[Start of Attachment]

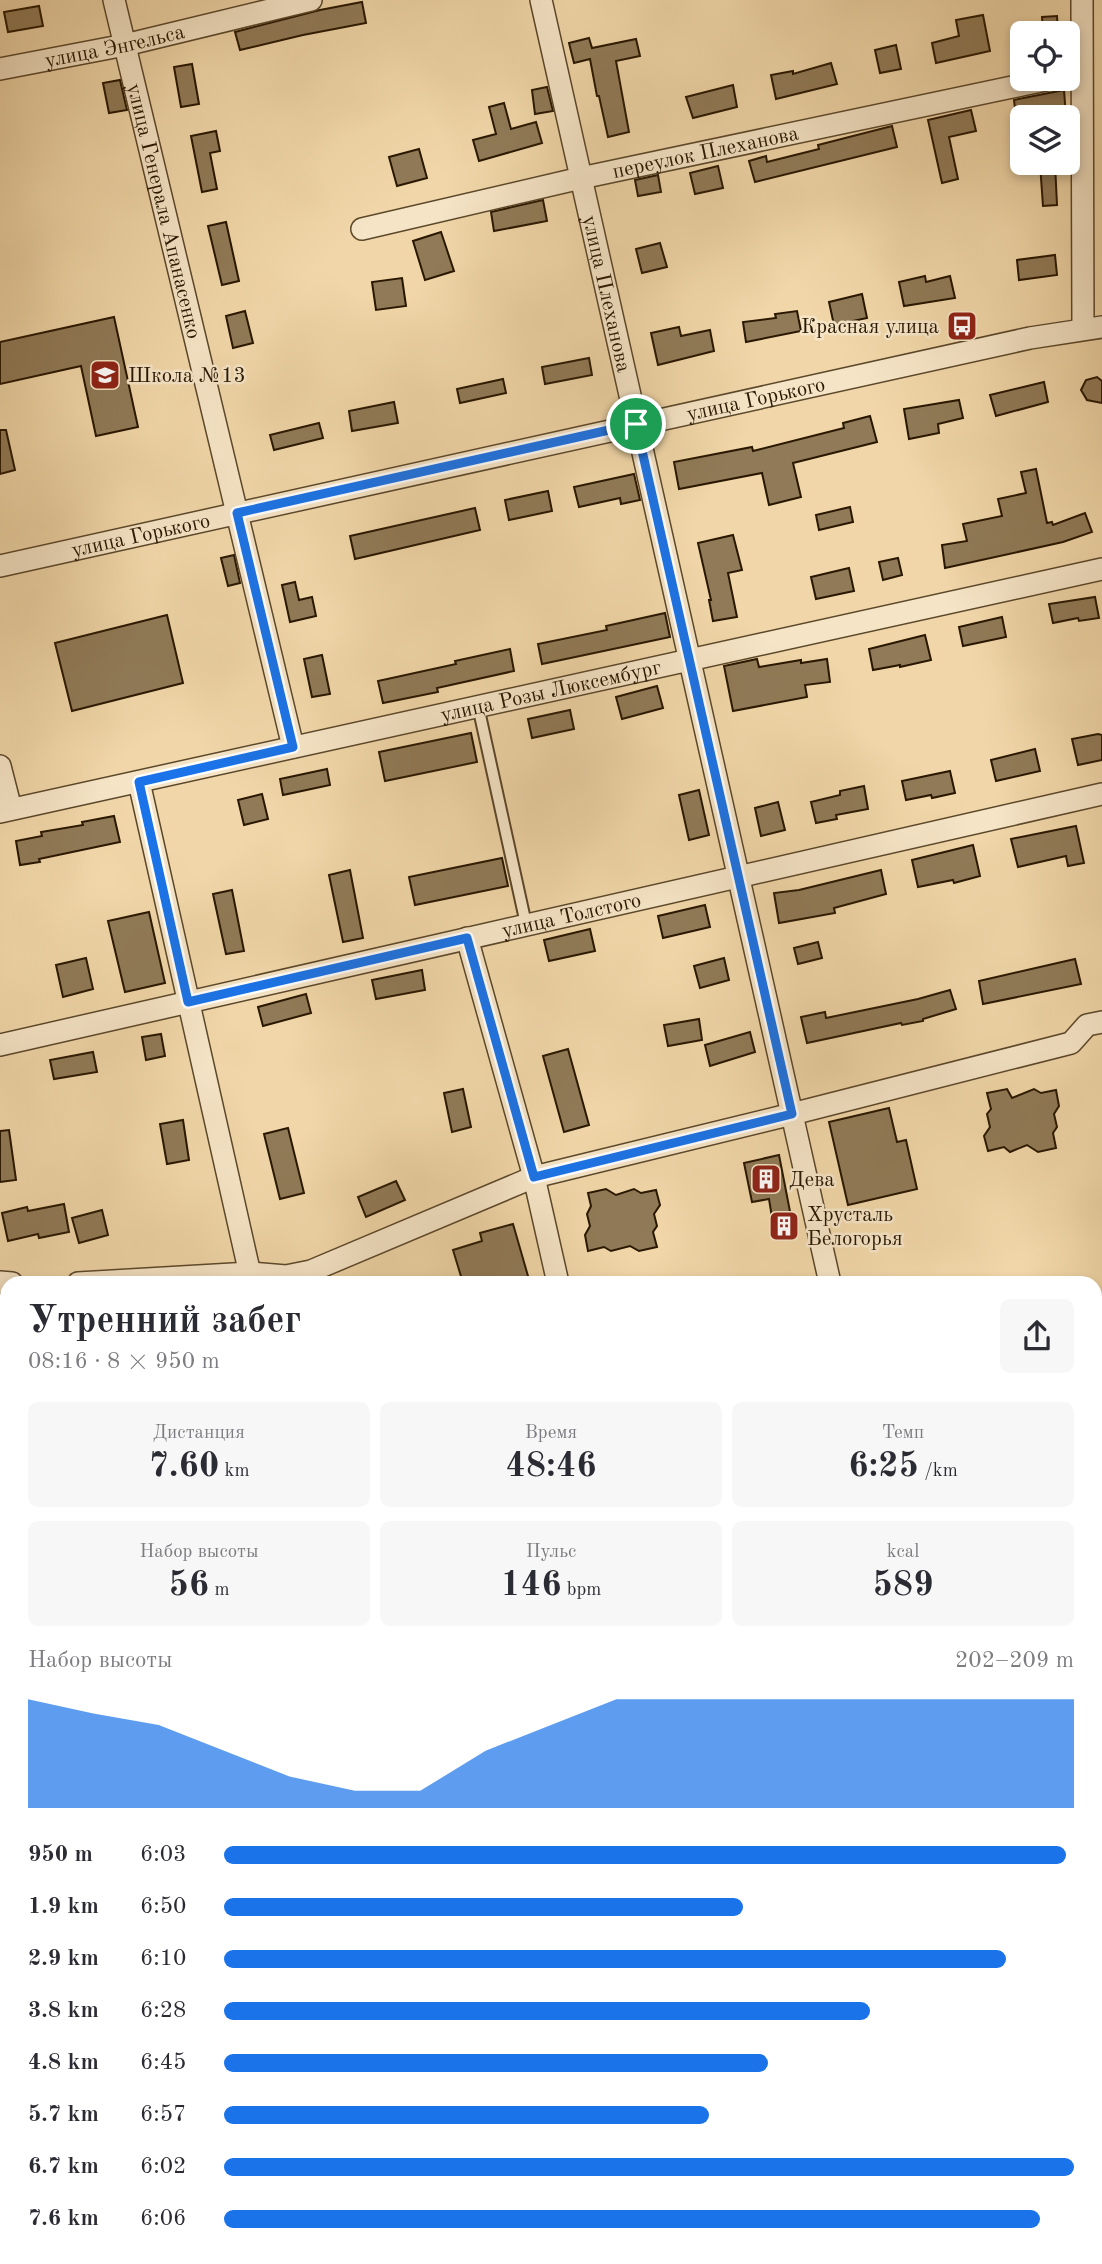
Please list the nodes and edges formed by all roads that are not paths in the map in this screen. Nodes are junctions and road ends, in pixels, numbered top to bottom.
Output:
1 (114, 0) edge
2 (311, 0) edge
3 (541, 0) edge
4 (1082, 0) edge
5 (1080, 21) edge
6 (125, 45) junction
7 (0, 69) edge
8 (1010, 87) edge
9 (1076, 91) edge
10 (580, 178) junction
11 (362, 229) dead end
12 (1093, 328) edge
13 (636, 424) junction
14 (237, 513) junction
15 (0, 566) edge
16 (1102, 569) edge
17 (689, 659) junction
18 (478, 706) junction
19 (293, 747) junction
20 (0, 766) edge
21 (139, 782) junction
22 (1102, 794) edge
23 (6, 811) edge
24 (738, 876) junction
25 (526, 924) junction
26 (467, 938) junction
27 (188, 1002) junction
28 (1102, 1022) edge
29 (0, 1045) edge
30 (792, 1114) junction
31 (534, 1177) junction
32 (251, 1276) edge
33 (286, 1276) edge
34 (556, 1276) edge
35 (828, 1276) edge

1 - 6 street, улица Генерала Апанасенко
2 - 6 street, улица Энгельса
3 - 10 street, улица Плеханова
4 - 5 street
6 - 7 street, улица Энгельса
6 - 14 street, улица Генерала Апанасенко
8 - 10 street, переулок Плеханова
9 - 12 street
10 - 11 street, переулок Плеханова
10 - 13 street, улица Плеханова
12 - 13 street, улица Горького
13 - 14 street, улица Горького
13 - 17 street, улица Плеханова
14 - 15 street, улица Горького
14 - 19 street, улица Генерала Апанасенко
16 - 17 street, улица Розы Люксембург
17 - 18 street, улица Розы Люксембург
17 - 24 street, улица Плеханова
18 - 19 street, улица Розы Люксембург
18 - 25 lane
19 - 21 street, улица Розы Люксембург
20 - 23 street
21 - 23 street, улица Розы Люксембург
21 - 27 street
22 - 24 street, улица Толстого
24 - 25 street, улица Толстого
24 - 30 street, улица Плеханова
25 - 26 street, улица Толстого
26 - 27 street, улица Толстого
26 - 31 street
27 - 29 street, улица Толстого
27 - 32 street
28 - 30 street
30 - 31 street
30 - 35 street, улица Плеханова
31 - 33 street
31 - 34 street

[End of Attachment]

▶ [What the task asks] Once you have located every line with the word "Апанасенко" in the material above, list those lines.

▶ [Answer box]
1 - 6 street, улица Генерала Апанасенко
6 - 14 street, улица Генерала Апанасенко
14 - 19 street, улица Генерала Апанасенко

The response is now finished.